“Even This One Has a Role in Deciding the Outcome”: Reimagining Children’s Agency and Human Rights in Armed Conflict

Professor Tracey Holland, Jonan Kiang ’21, Sofia Rao ’22, International Studies

The basis of this Ford project was the four films from Professor Tracey Holland’s class, Hello Dear Enemy, specifically For Sama, Of Fathers and Sons, The Distant Barking of Dogs, and Colors of the Mountains. The first two of these are located in Aleppo and Northwest Syria respectively during the Syrian Civil War (2011-present), while the third is located in Hnutove near the frontline of the War in Donbass (2014-present), and the fourth in Montes de Maria region of Colombia during the Colombian Conflict (1964-present). Considering the emerging scholarship on children’s rights and agencies, our goal was to evaluate the topic of children’s agency beyond the current discourse of childhood by bringing in hermeneutical methods of analysis.
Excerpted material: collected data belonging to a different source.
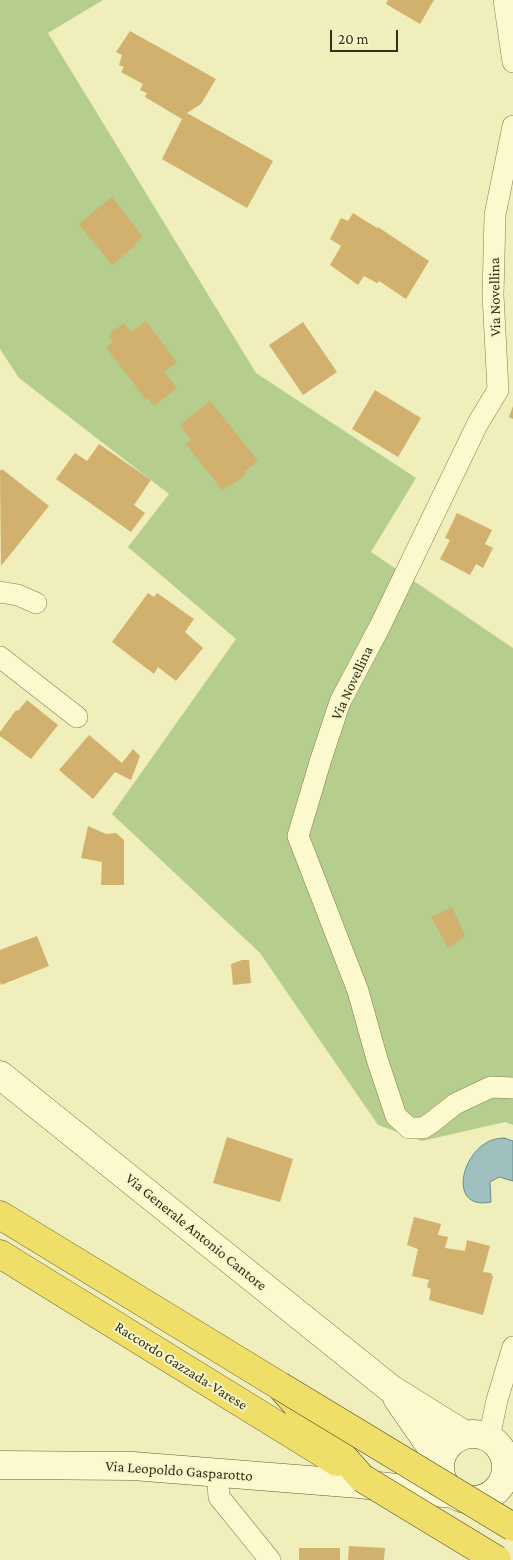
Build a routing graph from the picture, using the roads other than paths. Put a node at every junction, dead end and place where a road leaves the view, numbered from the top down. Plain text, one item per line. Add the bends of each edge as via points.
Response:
1 (504, 0) edge
2 (513, 62) edge
3 (513, 126) edge
4 (0, 592) edge
5 (36, 603) dead end
6 (0, 657) edge
7 (78, 717) dead end
8 (0, 1075) edge
9 (513, 1088) edge
10 (0, 1215) edge
11 (0, 1254) edge
12 (513, 1347) edge
13 (280, 1386) junction
14 (391, 1389) junction
15 (477, 1436) junction
16 (0, 1465) edge
17 (217, 1473) junction
18 (444, 1476) junction
19 (510, 1476) edge
20 (360, 1481) junction
21 (501, 1497) edge
22 (513, 1527) edge
23 (270, 1560) edge
24 (497, 1560) edge

1 - 2 street
3 - 9 street, Via Novellina via 495,215 493,295 498,390 478,423 340,702 298,836 358,991 396,1116 409,1128 423,1128 455,1104 491,1087
4 - 5 street
6 - 7 street
8 - 14 main road, Via Generale Antonio Cantore
10 - 13 highway, Raccordo Gazzada-Varese
11 - 20 highway, Raccordo Gazzada-Varese
12 - 15 street via 497,1400
13 - 20 highway, Raccordo Gazzada-Varese, bridge
13 - 22 highway, Raccordo Gazzada-Varese, bridge
14 - 15 main road, Via Generale Antonio Cantore
14 - 18 main road, Via Generale Antonio Cantore
15 - 18 main road via 457,1438 443,1451
15 - 19 main road, Via Leopoldo Gasparotto via 497,1444
16 - 17 main road, Via Leopoldo Gasparotto via 134,1466
17 - 20 main road, Via Leopoldo Gasparotto
17 - 23 street via 219,1498
18 - 20 main road, Via Leopoldo Gasparotto
18 - 21 main road, Via Leopoldo Gasparotto via 461,1499
19 - 21 main road, Via Leopoldo Gasparotto via 501,1485
20 - 24 highway, Raccordo Gazzada-Varese, bridge

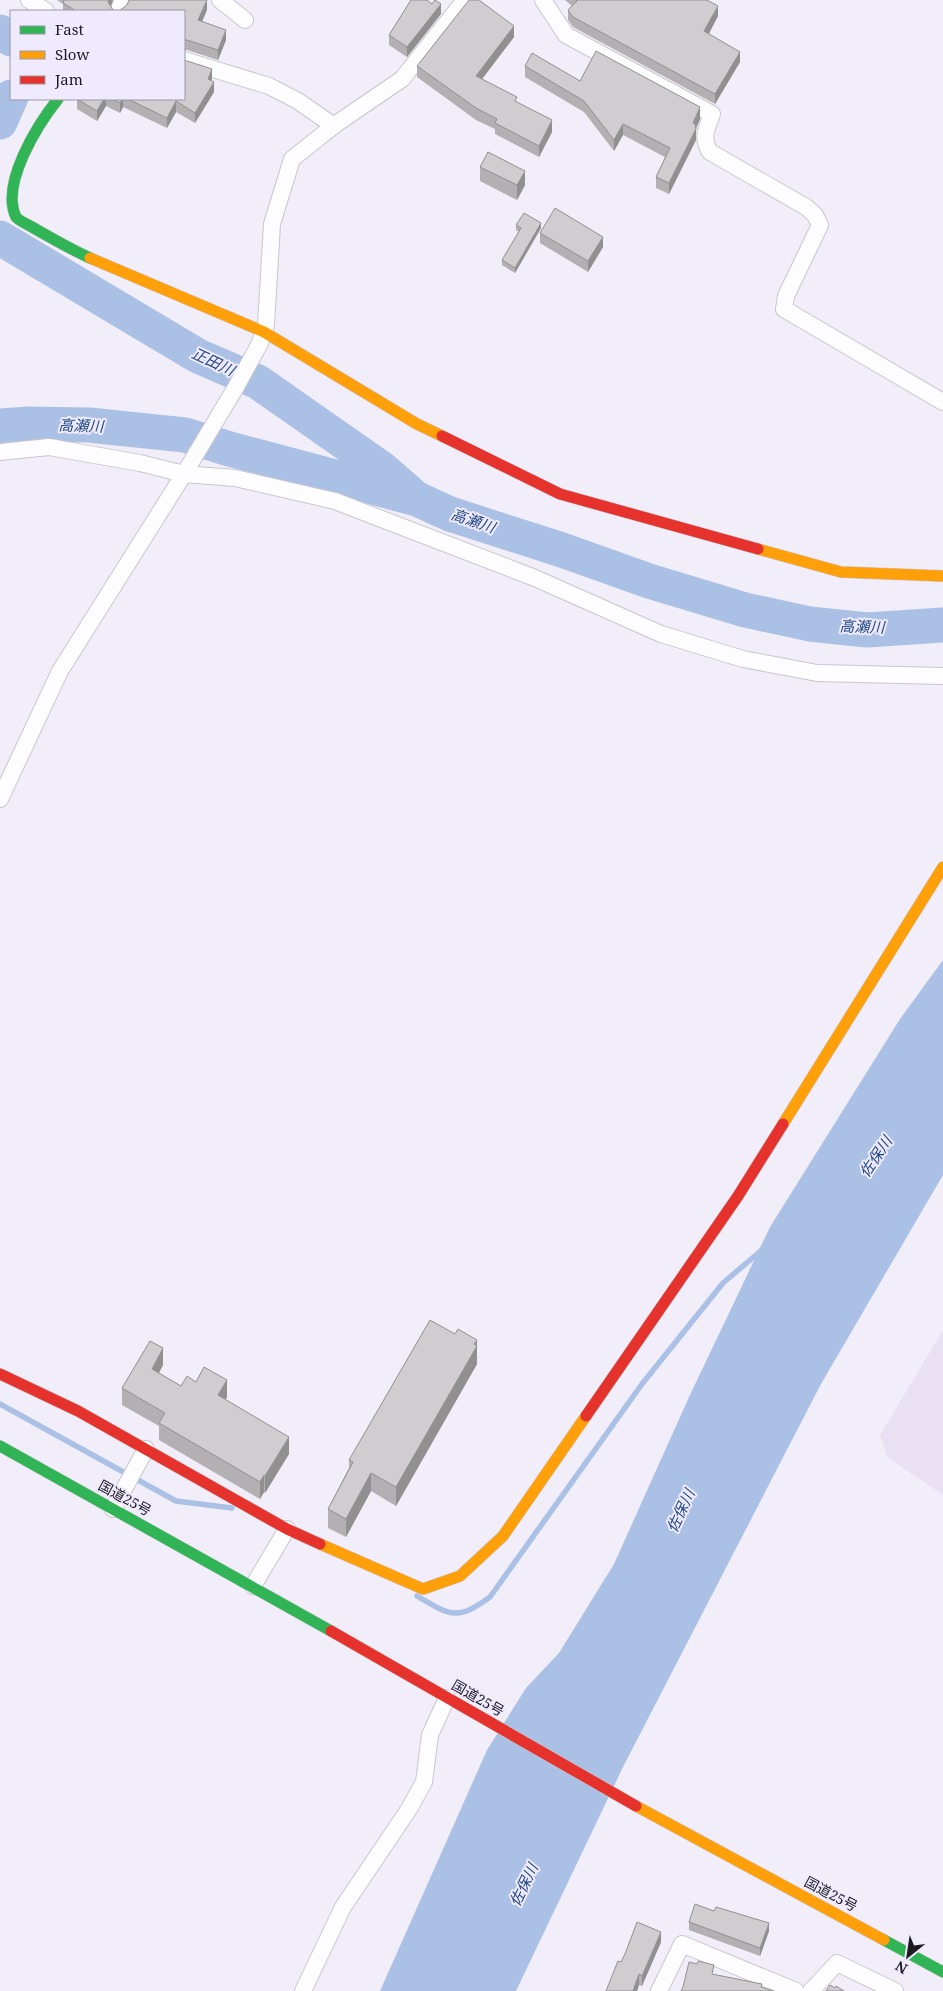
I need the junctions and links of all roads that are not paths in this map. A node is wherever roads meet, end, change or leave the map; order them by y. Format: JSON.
{"nodes":[{"id":1,"x":29,"y":0,"type":"edge"},
{"id":2,"x":220,"y":0,"type":"edge"},
{"id":3,"x":465,"y":0,"type":"edge"},
{"id":4,"x":543,"y":0,"type":"edge"},
{"id":5,"x":44,"y":10,"type":"edge"},
{"id":6,"x":245,"y":20,"type":"dead end"},
{"id":7,"x":185,"y":60,"type":"edge"},
{"id":8,"x":57,"y":100,"type":"edge"},
{"id":9,"x":334,"y":126,"type":"junction"},
{"id":10,"x":264,"y":332,"type":"junction"},
{"id":11,"x":943,"y":402,"type":"edge"},
{"id":12,"x":0,"y":452,"type":"edge"},
{"id":13,"x":186,"y":471,"type":"junction"},
{"id":14,"x":943,"y":576,"type":"edge"},
{"id":15,"x":943,"y":676,"type":"edge"},
{"id":16,"x":0,"y":799,"type":"edge"},
{"id":17,"x":943,"y":867,"type":"edge"},
{"id":18,"x":0,"y":1374,"type":"edge"},
{"id":19,"x":0,"y":1446,"type":"edge"},
{"id":20,"x":146,"y":1449,"type":"junction"},
{"id":21,"x":113,"y":1508,"type":"junction"},
{"id":22,"x":287,"y":1528,"type":"junction"},
{"id":23,"x":253,"y":1586,"type":"junction"},
{"id":24,"x":447,"y":1698,"type":"junction"},
{"id":25,"x":943,"y":1972,"type":"edge"},
{"id":26,"x":303,"y":1991,"type":"edge"},
{"id":27,"x":659,"y":1991,"type":"edge"},
{"id":28,"x":796,"y":1991,"type":"edge"},
{"id":29,"x":811,"y":1991,"type":"edge"},
{"id":30,"x":896,"y":1991,"type":"edge"}],
"edges":[{"from":1,"to":5,"type":"street"},
{"from":2,"to":6,"type":"street"},
{"from":3,"to":9,"type":"street"},
{"from":4,"to":11,"type":"street"},
{"from":7,"to":9,"type":"street"},
{"from":8,"to":10,"type":"main road"},
{"from":9,"to":10,"type":"street"},
{"from":10,"to":13,"type":"street"},
{"from":10,"to":14,"type":"main road"},
{"from":12,"to":13,"type":"street"},
{"from":13,"to":15,"type":"street"},
{"from":13,"to":16,"type":"street"},
{"from":17,"to":22,"type":"main road"},
{"from":18,"to":20,"type":"main road"},
{"from":19,"to":21,"type":"main road","name":"国道25号"},
{"from":20,"to":21,"type":"street"},
{"from":20,"to":22,"type":"main road"},
{"from":21,"to":23,"type":"main road","name":"国道25号"},
{"from":22,"to":23,"type":"street"},
{"from":23,"to":24,"type":"main road","name":"国道25号"},
{"from":24,"to":25,"type":"main road","name":"国道25号"},
{"from":24,"to":26,"type":"street"},
{"from":27,"to":28,"type":"street"},
{"from":29,"to":30,"type":"street"}]}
We began by researching the backgrounds of the films and drafting brief summaries of them. For a good while, we did not fully close in on our topic yet, but after researching dozens of readings and journal articles, we were able to narrow down and transform the vastness of information we were facing to a solid approach and argument. We knew that children were not simply incomplete adults and rather individuals who were agentic, but we needed to demonstrate that somehow. By the end of Week Five, we each probably watched each of the films between three to four times, and we marked more than 130 timestamps within these films that demonstrated children and their lived experiences in a way that contradicted the dominant childhood identity, i.e. innocent victims, and connected it to relevant literature.

Due to the complexity of the topic of children’s rights, our sources came to include a myriad of different fields: political theory, psychology, sociology, gender studies, geography, and international politics. All these would fit into the jigsaw puzzle of what childhood meant on top of and beyond constructed innocence and victimhood.